ITA No. 954/Mum/2008 (appeal by Mrs. Kusum Suresh Sadarangani) (asst. yr. 2004-05)

  1. Ground No. 1(a) is similar to ground No. 1(a) taken in the case of Shri Suresh C. Sadarangani.
  2. After hearing the rival parties and perusing the material available on record and keeping in view of our finding recorded in para 17 of this order in the appeal of Shri Suresh C. Sadarangani in ITA No. 953/Mum/2008, the ground taken by the assessee is, therefore, allowed.
  3. Ground No. 1(b) is similar to ground No. 1(b) in the case of Shri Suresh except the amount of addition which in the present case is Rs. 2,57,637.

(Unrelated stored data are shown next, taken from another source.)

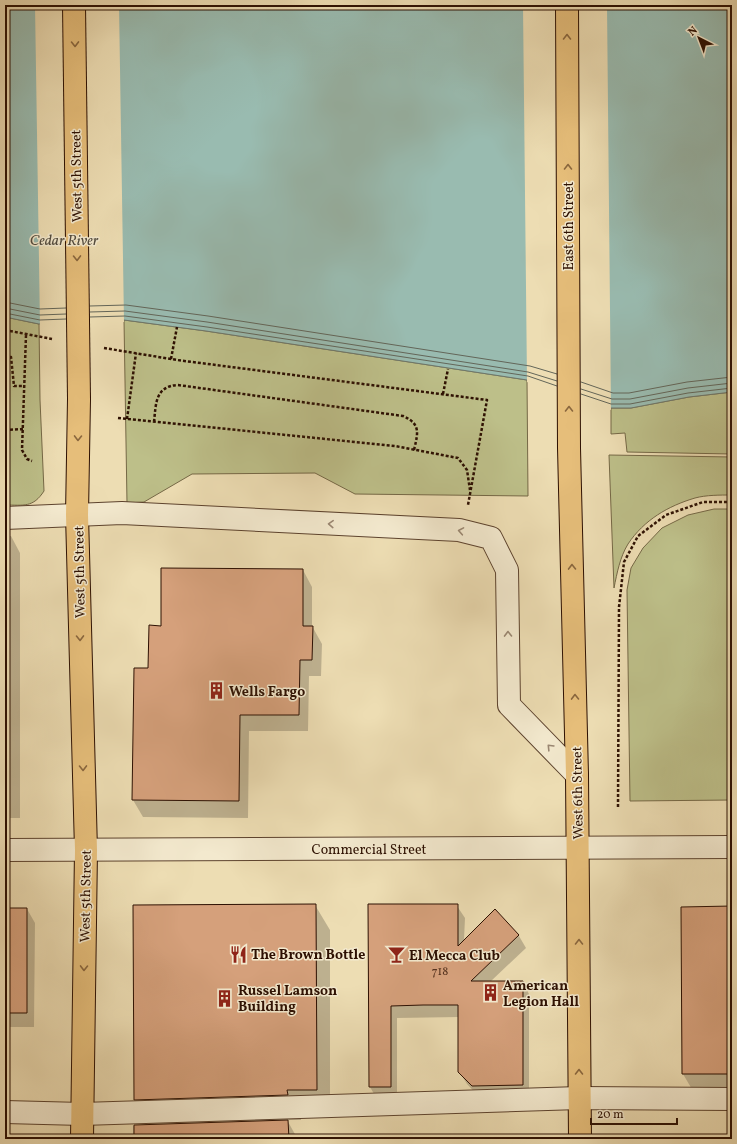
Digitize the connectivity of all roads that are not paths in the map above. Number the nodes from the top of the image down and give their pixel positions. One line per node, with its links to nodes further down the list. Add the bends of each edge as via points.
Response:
1 (74, 5): 4 (main road, West 5th Street, one-way to 4, bridge)
2 (567, 5): 3 (main road, East 6th Street, one-way to 2)
3 (569, 448): 6 (main road, West 6th Street, one-way to 3)
4 (77, 515): 5 (street); 6 (street, one-way to 4, via 509,705 507,570 491,538 459,530 122,513); 10 (main road, West 5th Street, one-way to 10)
5 (5, 518)
6 (577, 775): 8 (main road, West 6th Street)
7 (732, 847): 8 (street, Commercial Street)
8 (578, 848): 10 (street, Commercial Street); 11 (main road, West 6th Street, one-way to 8)
9 (5, 850): 10 (street, Commercial Street)
10 (86, 850): 14 (main road, West 5th Street, one-way to 14)
11 (579, 1098): 12 (street); 14 (street); 16 (main road, West 6th Street)
12 (732, 1099)
13 (5, 1112): 14 (street)
14 (82, 1114): 15 (main road, West 5th Street)
15 (82, 1139)
16 (580, 1139)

  4. Having carefully heard the rival parties and perusing the material available on record and keeping in view of our finding recorded in para 21 of this order in the appeal of Shri Suresh C. Sadarangani in ITA No. 953/Mum/2008. the ground taken by the assessee is, therefore, partly allowed for statistical purposes.
  5. In the result, both the appeals are partly allowed for statistical purpose.